In early 2009, for example, when the International Olympic Committee chose Rio de Janeiro over Chicago to host the 2016 Games, conservatives throughout the United States cheered loudly, because Chicago happens to be Barack Obama’s hometown, and they certainly didn’t want anything good coming to the president’s hometown. I belong to a generation that was brought up to believe it shameful and dishonorable to root against your own country. Sadly, too many of my own generation seem to have lost touch with that basic patriotic truth.

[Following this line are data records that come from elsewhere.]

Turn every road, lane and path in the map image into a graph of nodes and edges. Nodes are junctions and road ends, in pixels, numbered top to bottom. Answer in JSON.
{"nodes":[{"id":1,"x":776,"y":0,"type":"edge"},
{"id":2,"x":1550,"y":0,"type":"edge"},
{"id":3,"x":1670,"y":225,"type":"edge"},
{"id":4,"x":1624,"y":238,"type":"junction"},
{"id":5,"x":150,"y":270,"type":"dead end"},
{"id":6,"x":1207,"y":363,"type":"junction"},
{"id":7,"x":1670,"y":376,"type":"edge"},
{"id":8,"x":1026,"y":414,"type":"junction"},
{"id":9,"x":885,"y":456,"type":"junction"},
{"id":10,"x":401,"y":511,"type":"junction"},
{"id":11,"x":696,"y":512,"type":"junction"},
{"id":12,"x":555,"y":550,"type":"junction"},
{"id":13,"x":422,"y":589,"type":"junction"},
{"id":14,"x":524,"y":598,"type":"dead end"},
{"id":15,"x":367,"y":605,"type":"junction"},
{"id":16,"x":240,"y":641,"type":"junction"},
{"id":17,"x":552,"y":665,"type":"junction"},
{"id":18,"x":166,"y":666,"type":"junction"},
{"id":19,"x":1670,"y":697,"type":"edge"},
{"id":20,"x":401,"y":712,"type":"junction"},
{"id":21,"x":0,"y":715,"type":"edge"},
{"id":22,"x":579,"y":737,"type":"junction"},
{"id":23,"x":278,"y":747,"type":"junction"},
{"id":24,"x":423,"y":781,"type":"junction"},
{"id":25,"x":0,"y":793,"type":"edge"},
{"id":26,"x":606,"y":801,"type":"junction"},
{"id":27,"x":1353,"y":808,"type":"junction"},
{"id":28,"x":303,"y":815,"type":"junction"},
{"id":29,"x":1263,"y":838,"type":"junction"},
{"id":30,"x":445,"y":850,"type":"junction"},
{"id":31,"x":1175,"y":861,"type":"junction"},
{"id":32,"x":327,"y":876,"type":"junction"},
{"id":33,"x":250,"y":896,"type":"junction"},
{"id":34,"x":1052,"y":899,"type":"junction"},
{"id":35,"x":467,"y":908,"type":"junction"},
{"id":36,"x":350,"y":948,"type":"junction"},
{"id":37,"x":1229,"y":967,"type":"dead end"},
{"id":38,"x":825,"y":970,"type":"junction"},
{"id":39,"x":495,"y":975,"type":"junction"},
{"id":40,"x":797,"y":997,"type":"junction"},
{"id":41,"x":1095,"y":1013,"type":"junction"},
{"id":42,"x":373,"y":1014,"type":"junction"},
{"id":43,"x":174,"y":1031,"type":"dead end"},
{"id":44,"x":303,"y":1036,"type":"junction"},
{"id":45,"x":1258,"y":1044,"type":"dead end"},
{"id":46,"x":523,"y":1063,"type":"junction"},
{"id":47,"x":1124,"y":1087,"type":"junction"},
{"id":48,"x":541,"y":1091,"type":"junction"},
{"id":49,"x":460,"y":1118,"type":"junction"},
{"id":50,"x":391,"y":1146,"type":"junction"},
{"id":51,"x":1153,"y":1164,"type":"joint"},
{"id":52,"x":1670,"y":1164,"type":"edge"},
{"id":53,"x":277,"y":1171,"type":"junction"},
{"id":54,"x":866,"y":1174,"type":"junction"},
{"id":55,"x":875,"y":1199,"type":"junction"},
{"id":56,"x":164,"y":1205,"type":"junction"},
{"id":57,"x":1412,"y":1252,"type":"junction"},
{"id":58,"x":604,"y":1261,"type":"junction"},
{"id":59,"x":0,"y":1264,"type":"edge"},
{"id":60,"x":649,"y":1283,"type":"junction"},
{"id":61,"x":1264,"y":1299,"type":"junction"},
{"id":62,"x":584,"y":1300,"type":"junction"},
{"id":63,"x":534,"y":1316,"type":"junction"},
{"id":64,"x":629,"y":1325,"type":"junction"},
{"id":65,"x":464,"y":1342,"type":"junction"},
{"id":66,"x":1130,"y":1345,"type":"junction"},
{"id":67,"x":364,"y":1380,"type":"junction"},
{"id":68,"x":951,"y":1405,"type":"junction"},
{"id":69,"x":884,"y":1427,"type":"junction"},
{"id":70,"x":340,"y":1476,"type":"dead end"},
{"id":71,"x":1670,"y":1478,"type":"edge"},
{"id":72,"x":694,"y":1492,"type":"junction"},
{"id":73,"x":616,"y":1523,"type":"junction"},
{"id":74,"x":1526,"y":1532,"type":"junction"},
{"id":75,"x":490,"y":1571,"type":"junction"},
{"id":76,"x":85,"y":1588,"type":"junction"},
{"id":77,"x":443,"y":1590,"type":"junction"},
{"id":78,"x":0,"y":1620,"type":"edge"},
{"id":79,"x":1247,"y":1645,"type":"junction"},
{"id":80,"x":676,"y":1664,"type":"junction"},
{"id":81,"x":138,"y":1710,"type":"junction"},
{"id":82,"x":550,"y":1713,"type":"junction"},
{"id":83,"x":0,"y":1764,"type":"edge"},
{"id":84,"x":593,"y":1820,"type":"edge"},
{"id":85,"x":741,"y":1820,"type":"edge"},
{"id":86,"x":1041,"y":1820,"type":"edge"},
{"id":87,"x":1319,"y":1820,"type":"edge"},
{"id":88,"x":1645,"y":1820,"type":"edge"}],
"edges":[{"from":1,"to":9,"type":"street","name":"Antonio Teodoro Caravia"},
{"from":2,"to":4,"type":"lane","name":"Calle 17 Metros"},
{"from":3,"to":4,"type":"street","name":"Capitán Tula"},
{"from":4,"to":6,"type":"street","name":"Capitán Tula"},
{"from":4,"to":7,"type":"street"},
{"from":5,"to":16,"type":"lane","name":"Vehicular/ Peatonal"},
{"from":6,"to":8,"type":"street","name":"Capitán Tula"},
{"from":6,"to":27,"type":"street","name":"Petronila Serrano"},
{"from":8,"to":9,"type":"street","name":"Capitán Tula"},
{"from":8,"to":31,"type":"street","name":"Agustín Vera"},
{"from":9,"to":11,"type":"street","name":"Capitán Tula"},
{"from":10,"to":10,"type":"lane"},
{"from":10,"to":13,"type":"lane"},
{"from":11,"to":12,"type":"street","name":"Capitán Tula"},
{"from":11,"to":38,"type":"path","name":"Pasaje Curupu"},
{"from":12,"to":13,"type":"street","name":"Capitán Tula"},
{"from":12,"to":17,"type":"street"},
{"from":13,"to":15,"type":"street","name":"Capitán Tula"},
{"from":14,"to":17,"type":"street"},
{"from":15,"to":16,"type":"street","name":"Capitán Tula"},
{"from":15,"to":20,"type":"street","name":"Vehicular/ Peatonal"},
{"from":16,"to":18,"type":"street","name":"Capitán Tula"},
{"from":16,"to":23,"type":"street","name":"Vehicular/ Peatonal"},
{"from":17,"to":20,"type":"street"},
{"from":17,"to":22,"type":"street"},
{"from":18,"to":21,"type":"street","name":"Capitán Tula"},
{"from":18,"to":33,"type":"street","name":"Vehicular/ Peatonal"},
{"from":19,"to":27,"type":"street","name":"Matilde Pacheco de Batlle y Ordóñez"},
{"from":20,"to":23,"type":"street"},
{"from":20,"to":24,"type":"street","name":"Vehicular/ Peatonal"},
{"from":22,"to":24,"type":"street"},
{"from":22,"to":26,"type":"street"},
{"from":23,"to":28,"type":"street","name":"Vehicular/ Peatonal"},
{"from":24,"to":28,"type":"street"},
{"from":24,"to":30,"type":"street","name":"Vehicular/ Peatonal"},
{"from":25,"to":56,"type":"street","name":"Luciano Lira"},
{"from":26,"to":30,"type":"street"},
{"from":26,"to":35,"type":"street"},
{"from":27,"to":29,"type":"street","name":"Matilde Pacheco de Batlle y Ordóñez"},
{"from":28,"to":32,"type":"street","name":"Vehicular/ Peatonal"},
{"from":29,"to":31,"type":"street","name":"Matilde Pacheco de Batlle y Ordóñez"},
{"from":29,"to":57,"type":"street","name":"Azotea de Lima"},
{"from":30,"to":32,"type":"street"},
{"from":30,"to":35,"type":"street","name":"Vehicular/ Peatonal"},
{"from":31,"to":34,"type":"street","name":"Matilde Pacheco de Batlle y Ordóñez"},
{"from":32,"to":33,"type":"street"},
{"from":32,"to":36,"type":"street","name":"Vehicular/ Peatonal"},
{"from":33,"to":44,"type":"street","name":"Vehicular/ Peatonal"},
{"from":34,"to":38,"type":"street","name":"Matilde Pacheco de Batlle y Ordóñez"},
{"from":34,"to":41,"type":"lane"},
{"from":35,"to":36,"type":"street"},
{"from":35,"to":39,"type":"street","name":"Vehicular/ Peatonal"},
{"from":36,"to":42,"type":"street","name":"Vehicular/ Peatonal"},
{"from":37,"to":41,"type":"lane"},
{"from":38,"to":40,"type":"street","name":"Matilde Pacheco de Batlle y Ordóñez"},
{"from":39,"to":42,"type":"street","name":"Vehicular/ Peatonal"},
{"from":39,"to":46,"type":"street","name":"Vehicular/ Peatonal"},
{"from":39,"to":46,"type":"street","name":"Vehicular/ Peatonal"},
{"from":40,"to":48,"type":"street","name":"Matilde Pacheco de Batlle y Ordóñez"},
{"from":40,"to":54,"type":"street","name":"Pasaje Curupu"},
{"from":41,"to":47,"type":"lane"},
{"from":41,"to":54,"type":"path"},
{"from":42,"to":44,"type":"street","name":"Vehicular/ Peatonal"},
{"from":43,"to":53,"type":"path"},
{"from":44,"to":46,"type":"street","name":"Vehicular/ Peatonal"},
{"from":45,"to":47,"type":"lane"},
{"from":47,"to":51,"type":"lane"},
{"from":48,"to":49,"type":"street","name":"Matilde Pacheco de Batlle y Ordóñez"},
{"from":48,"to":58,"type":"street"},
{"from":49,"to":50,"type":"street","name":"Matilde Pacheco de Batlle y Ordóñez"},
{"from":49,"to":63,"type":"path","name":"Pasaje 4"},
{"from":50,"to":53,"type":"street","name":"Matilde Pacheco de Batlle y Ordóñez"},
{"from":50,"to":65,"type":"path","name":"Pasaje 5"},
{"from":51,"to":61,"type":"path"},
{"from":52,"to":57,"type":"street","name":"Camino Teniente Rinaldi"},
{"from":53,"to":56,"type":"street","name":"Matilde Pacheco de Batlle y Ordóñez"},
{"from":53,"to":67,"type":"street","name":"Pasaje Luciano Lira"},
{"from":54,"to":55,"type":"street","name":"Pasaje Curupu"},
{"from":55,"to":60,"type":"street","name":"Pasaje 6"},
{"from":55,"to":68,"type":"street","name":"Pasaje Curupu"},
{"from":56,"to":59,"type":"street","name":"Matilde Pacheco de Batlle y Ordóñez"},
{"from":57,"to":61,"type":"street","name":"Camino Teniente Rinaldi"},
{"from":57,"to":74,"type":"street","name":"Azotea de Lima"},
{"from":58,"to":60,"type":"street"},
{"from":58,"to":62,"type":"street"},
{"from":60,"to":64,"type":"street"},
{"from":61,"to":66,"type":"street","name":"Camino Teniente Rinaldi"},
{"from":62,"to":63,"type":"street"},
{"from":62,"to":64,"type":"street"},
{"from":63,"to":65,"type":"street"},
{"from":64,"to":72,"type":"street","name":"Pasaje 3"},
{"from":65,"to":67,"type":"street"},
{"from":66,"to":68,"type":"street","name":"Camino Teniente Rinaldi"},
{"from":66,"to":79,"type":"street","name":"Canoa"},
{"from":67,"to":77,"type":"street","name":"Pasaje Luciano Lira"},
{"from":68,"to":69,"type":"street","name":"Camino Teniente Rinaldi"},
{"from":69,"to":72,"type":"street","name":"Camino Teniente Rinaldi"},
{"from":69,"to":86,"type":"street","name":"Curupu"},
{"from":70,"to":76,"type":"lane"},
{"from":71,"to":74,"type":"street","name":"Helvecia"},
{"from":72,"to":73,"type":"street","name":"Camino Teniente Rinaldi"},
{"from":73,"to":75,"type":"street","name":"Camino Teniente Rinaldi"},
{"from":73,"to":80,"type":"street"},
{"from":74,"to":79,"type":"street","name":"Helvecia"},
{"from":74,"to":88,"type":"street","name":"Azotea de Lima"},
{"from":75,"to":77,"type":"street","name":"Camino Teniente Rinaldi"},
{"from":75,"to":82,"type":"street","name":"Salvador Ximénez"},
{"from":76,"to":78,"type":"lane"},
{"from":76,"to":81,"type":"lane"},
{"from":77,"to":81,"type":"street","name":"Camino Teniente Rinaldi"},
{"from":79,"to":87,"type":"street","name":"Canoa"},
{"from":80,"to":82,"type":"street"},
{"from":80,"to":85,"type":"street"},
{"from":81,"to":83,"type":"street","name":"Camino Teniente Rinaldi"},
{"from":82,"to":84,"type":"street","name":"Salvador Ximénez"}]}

For many of these enormities, I place the blame squarely on George Dubya Bush. The man epitomized, embodied, and personified the arrogance of privilege, of the callow frat boy who glides through life not his own merits but on those of his forebears.
He epitomized, embodied, and personified all of the worst attributes of Margaret Thatcher and Thatcherism without displaying a single one of the redeeming features that kept bringing the British public back to the Iron Lady through multiple general elections.
He epitomized, embodied, and personified all of the masculine insecurities of straight white-collar macho, with its ridiculous posturing, its penchant for calling people by demeaning names, and the swaggering, phony bonhomie that only reinforces the homely wisdom of American womanhood that “[straight] men are pigs.”
Worse, George Dubya Bush epitomized, embodied, and personified America’s self-sabotaging disdain for the life of the mind and for things of the intellect. To the extent that the man prided himself on being “plainspoken,” George Dubya Bush simply came across as foolish and tongue-tied. To the extent that he tried to dance around the question of whether Charles Darwin had been right, George Dubya came across as a bloody fool.
But finally, what makes the opening of his library such a rage-triggering event in my household is that for eight long winters, the honor of the United States of America was prostituted and ignored. On George Dubya Bush’s watch, this country embraced a whole passel of practices we had formerly eschewed, considering them dishonorable and unworthy of our ideals.
Under George Dubya Bush, we abandoned even the aspiration of being John Winthrop’s “city on a hill,” and embraced, even eagerly, our descent into what West Wing screenwriter Aaron Sorkin has referred to as “the league of ordinary nations.”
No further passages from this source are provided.